In the case under consideration, the plaintiff has not formalized a transaction with the MARÍA System. However, it must be taken into account that what is sanctioned by subsection b) of art. 954 of the CA are inaccurate declarations, that is, those that differ from what results from the verification and that, if they go unnoticed, produce or could have produced an import violation.
That before said System, the issue of the prohibition, of exclusive control of the customs for the purposes of authorizing the release of merchandise to the place, did not have the same effects as with the same. However, in my opinion, it cannot be ignored that art. 2 of Res. ex ANA No. 2014/93 provided that the formalization of requests for import destination of the merchandise included in Annex I, is subject to prior authorization issued by the Health Secretariat of the Ministry of Health and Social Action. In said Annex, as well as in the corresponding to Res., of the same origin, No. 461/95, applicable at the date of the events, the pa of the merchandise that was ultimately intended to be imported was included.
That, thus, having declared in field BD 07 of document n° 28.433-3/96, involved in the proceedings: Authorization for the Importation of Medications N° 30201 dated 16/04/96 from the Ministry of Health and Social Action and having accompanied that certificate the number 30261 (see the office folder on fs. 20 of the adm. ant.), evidently the declaration of the different number in the office was due to a typing error - the illicit act attributed to the appellant occurred, since said certificate referred to Sabril 500 mg, tablets and Vigabatrin, 500 mg, when in reality they were different medications, which are those that arise from the information reported on fs. 2 of the adm. ant.
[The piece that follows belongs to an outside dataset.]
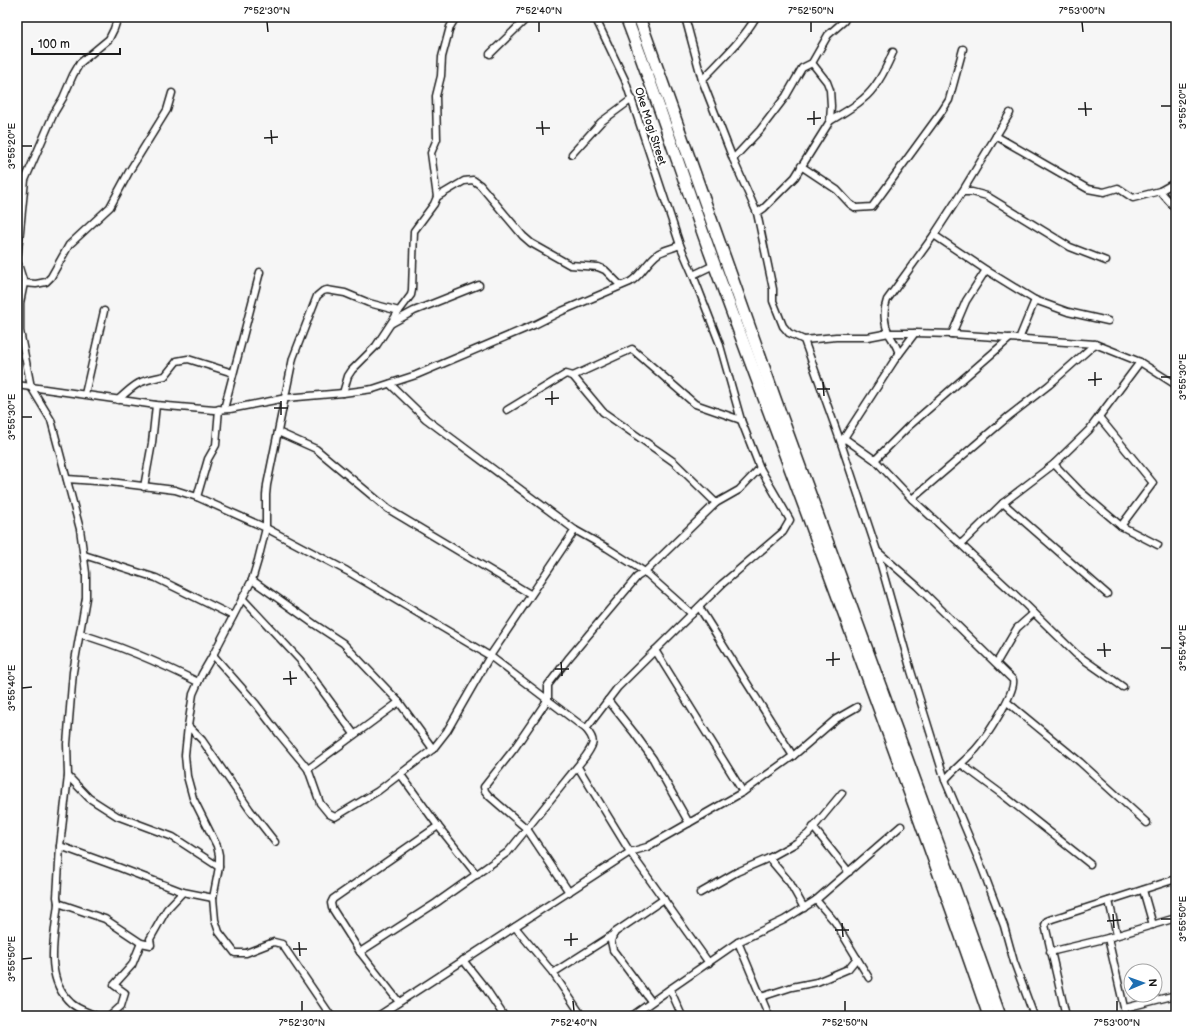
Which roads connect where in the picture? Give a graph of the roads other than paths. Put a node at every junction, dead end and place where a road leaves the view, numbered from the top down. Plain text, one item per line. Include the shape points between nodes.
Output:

That is to say, it was declared that Sabril tablets were being imported, when in truth it was Rifater Tri and Teldane, based on different drugs.
II.- That the violation of the import prohibition occurred potentially, even when the certificates were later added, and it was done in a complete, erroneous and inaccurate declaration, since the wording of art. 2 of the former ANA Resolution No. 2014/93 is clear, in that the officialization of the import of the merchandise involved, in question, was subject to the prior authorization issued by the enforcement authority.
If a merchandise requires prior authorization for its introduction into the customs territory, not having it implies that its entry is prohibited, not only in my opinion - that the clearance must be stopped. Allowing something to be done under a suspensive condition of something (authorization is an administrative act distinct from approval, since it is prior, while the latter is subsequent), implies that if the suspensive condition is not met, the act or fact cannot and should not occur. Therefore, it is prohibited.
This reasoning seems appropriate, since the CA, which protects the veracity of customs declarations in its art. 954, not only sanctions the cases in which the effect contemplated in inc. b) occurs, but also those in which the effect of inc. b) can potentially occur.
In my opinion, this is so because the prohibition in this case is not economic (based on health reasons) and relative, since the importer who complies with the resolutions in question can introduce the merchandise.
III.- That, therefore, I vote to confirm the resolution brought in appeal, with costs, given that the plaintiff is defeated. Once this is final, the appellant shall pay the fee for proceedings under Law 22.610 and modifications within the fifth (5th) day, under penalty that the General Secretariat of Customs Affairs will issue the respective debt note.
By virtue of the above agreement, by majority, IT IS RESOLVED:
1°) Confirm PLA Resolution No. 7769/01 insofar as it has been the subject of the appeal. With costs.
2°) After signing this document, the appellant must pay, within five days, 2% of the fine for which she is actually convicted, under penalty of the General Secretariat of Customs Affairs issuing a certificate of debt.